Assignment:
Could you copy out every line of the data where the word "joint" occurs?

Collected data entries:
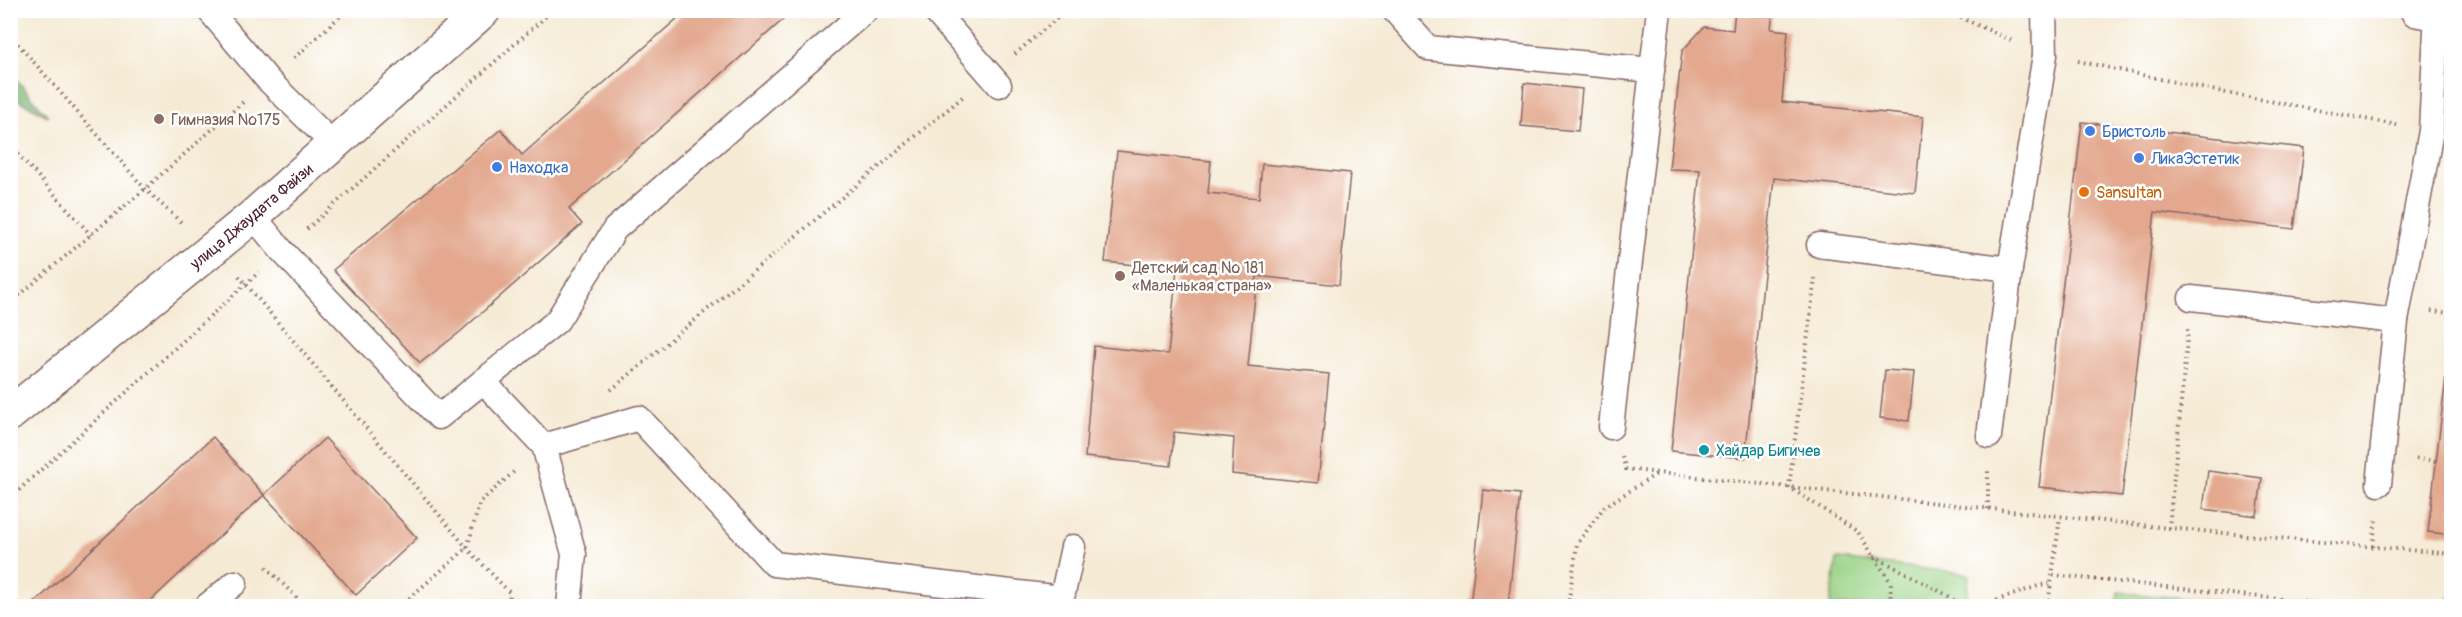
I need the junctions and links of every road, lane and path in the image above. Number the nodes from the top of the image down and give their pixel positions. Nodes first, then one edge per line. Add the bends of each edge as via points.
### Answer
1 (347, 10) edge
2 (484, 10) edge
3 (866, 10) edge
4 (934, 10) edge
5 (1066, 10) edge
6 (1394, 10) edge
7 (1659, 10) edge
8 (1944, 10) edge
9 (2044, 10) edge
10 (2436, 13) edge
11 (219, 14) edge
12 (10, 35) edge
13 (2046, 56) junction
14 (1652, 70) junction
15 (268, 80) junction
16 (995, 80) junction
17 (2431, 131) junction
18 (10, 145) edge
19 (335, 146) junction
20 (145, 189) junction
21 (254, 216) junction
22 (91, 235) junction
23 (1819, 245) joint
24 (212, 249) junction
25 (2010, 268) junction
26 (2191, 298) joint
27 (10, 303) edge
28 (2396, 321) junction
29 (483, 381) junction
30 (608, 393) dead end
31 (10, 414) edge
32 (1611, 426) joint
33 (1989, 436) joint
34 (544, 446) junction
35 (1659, 473) junction
36 (2379, 484) dead end
37 (1789, 487) junction
38 (1988, 509) junction
39 (2060, 517) junction
40 (2169, 528) junction
41 (1073, 547) dead end
42 (467, 548) junction
43 (1873, 555) junction
44 (2451, 555) edge
45 (2053, 575) junction
46 (235, 583) joint
47 (2051, 584) junction
48 (2451, 594) edge
49 (207, 606) edge
50 (305, 606) edge
51 (400, 606) edge
52 (509, 606) edge
53 (569, 606) edge
54 (1568, 606) edge
55 (1890, 606) edge
56 (1962, 606) edge
57 (1986, 606) edge
58 (2048, 606) edge
59 (2345, 606) edge
60 (2428, 606) edge

1 - 15 path
2 - 19 street, улица Джаудата Файзи
3 - 29 lane via 615,229 556,321
4 - 16 lane
5 - 16 path
6 - 14 lane via 1428,48
7 - 14 lane
8 - 13 path
9 - 13 lane
10 - 17 lane
11 - 15 lane
12 - 20 path
13 - 17 path
13 - 25 lane
14 - 32 lane
15 - 19 lane
15 - 20 path
16 - 30 path
17 - 28 lane
18 - 22 path
19 - 21 street, улица Джаудата Файзи
20 - 22 path
20 - 24 path
21 - 24 street, улица Джаудата Файзи
21 - 29 lane via 282,251 439,417
22 - 27 path
23 - 25 lane
23 - 37 path
24 - 31 street, улица Джаудата Файзи
24 - 42 path via 246,284
25 - 33 lane
26 - 28 lane
26 - 40 path
28 - 36 lane
29 - 34 lane
32 - 35 path via 1626,469
33 - 38 path
34 - 41 lane via 639,418 774,564 1062,598
34 - 42 path via 480,502
34 - 53 lane via 574,554
35 - 37 path
35 - 54 path via 1604,507 1577,544
37 - 38 path
37 - 43 path via 1858,532
38 - 39 path
39 - 40 path
39 - 45 path
40 - 44 path
42 - 51 path
42 - 52 path via 510,593
43 - 55 path via 1891,583
43 - 56 path
45 - 47 path
45 - 59 path
46 - 49 lane
46 - 50 path via 260,560
47 - 57 path
47 - 58 path
48 - 60 path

Response to this exercise:
23 (1819, 245) joint
26 (2191, 298) joint
32 (1611, 426) joint
33 (1989, 436) joint
46 (235, 583) joint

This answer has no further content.